Despite those increases, those who work with the homeless suggest that local organizations are doing a better job of helping the homeless.

Anthony Discenza, an Onondaga County community development officer, expresses amazement over the coordination of homelessness services in the last decade and the community’s efforts in obtaining more information on homelessness.

Before the coordination, he said, “If I rolled into a better shelter that offered more, then I may have gotten a Cadillac of services.” He added, “Today that has changed significantly due to the coordination of services.” Now, the services are similar at most of the area’s shelters, he said.

For example, the Continuum of Care  — or CoC — is a local planning group that coordinates housing and funding for homeless families and individuals as part of the federal housing department. Thanks to yearly surveys and the federal department’s database, local governments and social-service groups have better data on which to make decisions, Discenza said.

“These decisions,” he said, “are thus in turn allowing cities to make wiser community decisions.”

In 2011 as part of the federal Homeless Assistance Program, New York state was awarded slightly more than $8.4 million. Of that, Catholic Charities in Syracuse won $451,589 to pay for permanent housing for the homeless in what’s called a housing-first approach before trying to solve the homeless population’s other problems, such as drug abuse or domestic violence.

Housing-first is an opportunity for those in shelters to settle into a comfortable and secure living situation first and then get their life in order, say its advocates. The program is an effort to keep those who have moved to permanent housing to stay there. To qualify for the program, individuals must be homeless and have a disabling condition such as a physical or developmental disability.

Chris Curry, associate director of community integration and self-sufficiency at Catholic Charities, said the non-profit already rents nearly 100 apartments and will use the recent grant to rent more apartments and provide services to more homeless families in need. The group has been using that approach to homelessness since 2005, he said.

“We pay the rent, we keep them housed,” Curry said. “And it appears to be working.”

The grant will allow Catholic Charities to rent 150 units.
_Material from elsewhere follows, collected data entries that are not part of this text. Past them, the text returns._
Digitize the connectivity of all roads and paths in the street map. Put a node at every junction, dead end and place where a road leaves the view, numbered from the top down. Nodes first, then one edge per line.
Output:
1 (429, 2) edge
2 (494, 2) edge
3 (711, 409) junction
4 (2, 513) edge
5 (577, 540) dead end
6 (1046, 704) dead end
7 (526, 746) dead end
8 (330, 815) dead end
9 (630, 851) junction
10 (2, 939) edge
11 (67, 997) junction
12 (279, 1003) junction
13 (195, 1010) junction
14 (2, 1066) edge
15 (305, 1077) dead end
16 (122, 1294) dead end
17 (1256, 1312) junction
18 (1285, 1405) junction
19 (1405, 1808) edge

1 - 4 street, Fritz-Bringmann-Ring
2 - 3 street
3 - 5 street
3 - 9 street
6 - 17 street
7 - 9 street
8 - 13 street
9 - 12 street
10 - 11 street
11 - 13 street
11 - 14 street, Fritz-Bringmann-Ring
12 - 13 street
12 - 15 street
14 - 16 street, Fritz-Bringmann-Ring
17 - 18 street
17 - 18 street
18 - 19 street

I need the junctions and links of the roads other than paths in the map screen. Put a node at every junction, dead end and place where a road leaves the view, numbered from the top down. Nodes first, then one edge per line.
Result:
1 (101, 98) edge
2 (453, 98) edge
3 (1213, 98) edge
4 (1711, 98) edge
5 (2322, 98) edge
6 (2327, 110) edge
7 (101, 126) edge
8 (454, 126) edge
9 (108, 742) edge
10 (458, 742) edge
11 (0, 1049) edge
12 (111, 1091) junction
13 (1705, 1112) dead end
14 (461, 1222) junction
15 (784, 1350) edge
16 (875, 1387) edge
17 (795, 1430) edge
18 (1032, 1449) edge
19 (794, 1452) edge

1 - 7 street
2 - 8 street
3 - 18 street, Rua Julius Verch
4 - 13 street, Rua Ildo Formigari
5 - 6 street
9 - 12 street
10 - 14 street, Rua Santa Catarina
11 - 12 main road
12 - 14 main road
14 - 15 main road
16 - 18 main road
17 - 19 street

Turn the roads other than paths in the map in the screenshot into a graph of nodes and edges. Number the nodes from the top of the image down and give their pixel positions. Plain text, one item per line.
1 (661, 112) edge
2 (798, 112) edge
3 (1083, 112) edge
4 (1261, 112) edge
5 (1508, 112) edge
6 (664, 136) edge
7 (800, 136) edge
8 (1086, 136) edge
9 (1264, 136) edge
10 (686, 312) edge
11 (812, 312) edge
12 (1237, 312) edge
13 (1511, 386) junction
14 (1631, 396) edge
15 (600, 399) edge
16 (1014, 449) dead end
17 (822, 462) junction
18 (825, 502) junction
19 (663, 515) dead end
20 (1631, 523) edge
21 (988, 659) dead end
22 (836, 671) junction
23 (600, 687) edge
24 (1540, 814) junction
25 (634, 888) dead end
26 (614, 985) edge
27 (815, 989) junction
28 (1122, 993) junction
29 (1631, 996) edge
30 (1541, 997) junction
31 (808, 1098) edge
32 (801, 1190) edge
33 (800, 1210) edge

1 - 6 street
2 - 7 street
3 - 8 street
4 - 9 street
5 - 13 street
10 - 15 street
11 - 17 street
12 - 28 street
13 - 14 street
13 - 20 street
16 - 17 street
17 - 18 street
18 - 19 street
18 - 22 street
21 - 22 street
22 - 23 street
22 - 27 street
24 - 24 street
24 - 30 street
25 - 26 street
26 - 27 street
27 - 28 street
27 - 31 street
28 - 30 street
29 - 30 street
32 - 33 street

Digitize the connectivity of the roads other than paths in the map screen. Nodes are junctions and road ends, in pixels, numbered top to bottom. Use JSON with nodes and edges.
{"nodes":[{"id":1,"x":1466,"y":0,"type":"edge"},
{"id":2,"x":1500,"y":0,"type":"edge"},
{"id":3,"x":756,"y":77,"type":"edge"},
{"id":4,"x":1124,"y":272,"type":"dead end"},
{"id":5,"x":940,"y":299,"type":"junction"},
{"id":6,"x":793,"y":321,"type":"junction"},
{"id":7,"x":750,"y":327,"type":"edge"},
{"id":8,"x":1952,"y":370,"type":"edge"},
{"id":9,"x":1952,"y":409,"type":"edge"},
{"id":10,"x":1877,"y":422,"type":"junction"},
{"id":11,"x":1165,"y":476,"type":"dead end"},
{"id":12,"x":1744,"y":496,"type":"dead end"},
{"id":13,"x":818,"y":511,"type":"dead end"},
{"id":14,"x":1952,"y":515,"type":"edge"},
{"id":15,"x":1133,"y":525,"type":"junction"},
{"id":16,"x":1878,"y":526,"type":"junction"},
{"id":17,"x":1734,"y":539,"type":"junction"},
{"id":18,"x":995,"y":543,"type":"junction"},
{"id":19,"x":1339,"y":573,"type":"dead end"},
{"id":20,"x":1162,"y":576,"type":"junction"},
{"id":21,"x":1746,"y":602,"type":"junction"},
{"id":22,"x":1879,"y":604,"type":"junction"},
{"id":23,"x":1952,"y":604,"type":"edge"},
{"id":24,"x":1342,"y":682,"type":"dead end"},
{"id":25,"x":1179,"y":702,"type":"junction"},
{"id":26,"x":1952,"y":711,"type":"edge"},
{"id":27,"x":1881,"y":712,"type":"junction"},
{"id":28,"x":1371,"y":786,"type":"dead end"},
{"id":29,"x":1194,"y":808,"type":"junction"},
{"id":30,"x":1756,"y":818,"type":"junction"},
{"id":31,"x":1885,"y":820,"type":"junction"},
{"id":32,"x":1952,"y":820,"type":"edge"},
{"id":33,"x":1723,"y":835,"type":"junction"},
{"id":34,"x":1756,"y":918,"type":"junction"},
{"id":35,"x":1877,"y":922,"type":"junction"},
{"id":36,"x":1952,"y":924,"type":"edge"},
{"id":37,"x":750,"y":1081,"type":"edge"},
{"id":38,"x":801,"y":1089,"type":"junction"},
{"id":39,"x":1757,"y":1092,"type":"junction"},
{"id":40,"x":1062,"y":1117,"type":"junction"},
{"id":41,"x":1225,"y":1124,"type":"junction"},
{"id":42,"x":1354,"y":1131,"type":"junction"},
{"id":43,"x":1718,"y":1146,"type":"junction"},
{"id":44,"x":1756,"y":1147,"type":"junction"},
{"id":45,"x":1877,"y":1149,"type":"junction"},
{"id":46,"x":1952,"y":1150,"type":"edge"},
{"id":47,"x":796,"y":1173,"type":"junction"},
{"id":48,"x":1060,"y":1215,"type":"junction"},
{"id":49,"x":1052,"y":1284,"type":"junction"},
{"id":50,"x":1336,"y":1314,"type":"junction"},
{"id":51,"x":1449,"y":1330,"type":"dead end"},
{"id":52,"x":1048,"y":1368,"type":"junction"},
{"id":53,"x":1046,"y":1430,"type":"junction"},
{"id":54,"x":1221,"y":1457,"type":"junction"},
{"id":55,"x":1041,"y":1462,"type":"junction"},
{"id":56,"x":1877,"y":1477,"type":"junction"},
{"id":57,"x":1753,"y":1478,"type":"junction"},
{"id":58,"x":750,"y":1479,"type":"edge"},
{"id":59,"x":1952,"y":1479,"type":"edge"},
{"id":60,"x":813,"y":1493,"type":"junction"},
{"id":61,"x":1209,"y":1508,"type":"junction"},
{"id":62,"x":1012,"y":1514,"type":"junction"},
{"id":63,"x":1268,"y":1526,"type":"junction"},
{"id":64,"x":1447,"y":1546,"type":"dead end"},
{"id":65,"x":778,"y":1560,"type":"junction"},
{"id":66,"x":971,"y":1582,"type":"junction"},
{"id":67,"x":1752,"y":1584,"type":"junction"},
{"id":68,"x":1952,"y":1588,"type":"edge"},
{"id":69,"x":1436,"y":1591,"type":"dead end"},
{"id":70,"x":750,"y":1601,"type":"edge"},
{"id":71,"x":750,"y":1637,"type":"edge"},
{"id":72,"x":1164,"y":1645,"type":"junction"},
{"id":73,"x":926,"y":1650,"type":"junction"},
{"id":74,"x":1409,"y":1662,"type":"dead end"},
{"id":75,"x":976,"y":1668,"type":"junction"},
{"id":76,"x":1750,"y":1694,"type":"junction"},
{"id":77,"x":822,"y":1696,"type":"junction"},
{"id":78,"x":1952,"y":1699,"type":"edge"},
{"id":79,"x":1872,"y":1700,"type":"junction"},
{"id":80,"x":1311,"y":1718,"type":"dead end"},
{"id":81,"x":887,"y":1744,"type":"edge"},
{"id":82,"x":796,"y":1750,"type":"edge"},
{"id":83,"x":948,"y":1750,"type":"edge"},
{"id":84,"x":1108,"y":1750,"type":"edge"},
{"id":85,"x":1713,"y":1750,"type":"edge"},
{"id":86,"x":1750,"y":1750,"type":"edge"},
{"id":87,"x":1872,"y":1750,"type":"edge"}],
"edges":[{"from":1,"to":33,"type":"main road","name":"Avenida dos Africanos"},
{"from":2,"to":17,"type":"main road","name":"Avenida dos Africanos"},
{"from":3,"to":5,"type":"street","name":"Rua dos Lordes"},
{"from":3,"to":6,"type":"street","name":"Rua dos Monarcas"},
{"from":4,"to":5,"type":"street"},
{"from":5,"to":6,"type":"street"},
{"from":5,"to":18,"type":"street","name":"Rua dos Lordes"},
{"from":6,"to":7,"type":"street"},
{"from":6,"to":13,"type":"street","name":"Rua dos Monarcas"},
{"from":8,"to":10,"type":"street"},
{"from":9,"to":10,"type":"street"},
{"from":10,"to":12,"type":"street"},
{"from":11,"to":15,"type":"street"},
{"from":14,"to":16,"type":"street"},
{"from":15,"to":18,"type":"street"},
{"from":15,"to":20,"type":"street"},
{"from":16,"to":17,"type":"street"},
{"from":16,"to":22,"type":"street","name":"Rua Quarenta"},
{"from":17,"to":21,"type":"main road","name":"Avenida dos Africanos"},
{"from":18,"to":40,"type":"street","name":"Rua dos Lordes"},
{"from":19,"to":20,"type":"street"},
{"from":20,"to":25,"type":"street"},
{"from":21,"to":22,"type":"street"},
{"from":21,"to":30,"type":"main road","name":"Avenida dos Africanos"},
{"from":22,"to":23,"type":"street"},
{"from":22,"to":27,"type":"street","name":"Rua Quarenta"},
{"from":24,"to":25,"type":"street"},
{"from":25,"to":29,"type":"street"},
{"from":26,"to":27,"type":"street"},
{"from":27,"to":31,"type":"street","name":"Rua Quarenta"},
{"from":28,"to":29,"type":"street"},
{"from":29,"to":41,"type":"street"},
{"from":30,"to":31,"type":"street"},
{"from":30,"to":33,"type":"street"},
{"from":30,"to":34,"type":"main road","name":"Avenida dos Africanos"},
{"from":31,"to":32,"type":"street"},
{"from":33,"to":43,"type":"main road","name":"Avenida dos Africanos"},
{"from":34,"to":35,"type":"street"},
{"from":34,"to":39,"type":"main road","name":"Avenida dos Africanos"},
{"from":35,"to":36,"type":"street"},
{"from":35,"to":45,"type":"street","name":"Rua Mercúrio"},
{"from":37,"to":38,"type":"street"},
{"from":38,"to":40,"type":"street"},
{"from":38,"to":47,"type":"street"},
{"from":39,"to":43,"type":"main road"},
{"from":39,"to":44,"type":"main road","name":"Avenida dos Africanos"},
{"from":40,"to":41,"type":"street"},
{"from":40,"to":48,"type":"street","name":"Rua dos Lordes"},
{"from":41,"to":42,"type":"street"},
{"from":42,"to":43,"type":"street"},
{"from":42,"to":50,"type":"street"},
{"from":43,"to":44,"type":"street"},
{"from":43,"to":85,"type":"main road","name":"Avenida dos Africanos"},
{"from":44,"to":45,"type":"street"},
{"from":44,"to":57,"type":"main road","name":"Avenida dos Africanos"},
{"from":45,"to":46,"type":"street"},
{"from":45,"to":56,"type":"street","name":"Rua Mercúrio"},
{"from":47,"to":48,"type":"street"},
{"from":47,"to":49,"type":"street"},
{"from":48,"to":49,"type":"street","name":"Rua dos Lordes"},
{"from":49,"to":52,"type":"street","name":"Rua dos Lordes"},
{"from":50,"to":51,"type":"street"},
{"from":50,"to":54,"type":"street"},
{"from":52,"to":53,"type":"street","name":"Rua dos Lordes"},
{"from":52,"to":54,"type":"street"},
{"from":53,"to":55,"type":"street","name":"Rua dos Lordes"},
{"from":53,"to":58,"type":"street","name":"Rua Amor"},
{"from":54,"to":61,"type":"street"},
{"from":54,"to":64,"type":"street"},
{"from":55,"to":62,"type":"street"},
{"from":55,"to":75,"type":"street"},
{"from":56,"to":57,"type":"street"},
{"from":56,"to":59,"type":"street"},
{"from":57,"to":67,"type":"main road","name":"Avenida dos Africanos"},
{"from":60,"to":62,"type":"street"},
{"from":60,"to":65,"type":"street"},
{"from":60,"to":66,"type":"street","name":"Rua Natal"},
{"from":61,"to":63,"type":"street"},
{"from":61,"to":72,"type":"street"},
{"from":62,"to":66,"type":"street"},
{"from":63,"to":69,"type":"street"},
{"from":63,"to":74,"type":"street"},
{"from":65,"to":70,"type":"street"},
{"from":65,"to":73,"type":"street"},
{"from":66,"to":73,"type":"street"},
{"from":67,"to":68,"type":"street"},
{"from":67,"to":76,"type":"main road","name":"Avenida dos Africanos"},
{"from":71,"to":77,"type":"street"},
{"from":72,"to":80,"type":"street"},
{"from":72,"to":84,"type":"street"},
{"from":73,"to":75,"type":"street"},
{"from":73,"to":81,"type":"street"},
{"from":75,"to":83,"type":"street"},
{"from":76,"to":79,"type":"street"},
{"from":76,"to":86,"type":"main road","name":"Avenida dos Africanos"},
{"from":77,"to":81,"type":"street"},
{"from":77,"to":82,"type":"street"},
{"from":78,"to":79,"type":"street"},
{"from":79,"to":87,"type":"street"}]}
The permanent housing, Curry said, creates stability for those who had been homeless.

“Homeless people aren’t different than anyone else. There are a lot of people with a little bit of bad luck,” Curry said.  “A lot of people didn’t really expect that they would ever be homeless.”

At the Rescue Mission, program manager Charley Rhodes blames the overflow of homeless men on the economy.  “Our numbers do go up when the economy goes down and many times it depends on marketable skills,” Rhodes said. “If people are working off of a high school diploma and working blue-collar jobs, then they do appear to be more susceptible to being homeless.”

Rhoades expresses enthusiasm for the government’s increased support for programs to help the homeless.

“I think compared to other parts of the country and overall, the city and the county have gone a long way with support for the homeless,” he said.  He added, “I think it’s hard to say whether or not homelessness has abated over time. But we certainly kept it from becoming epidemic as it is in some other places in the country.”

(Sistina Giordano is a graduate student in magazine, newspaper and online journalism.)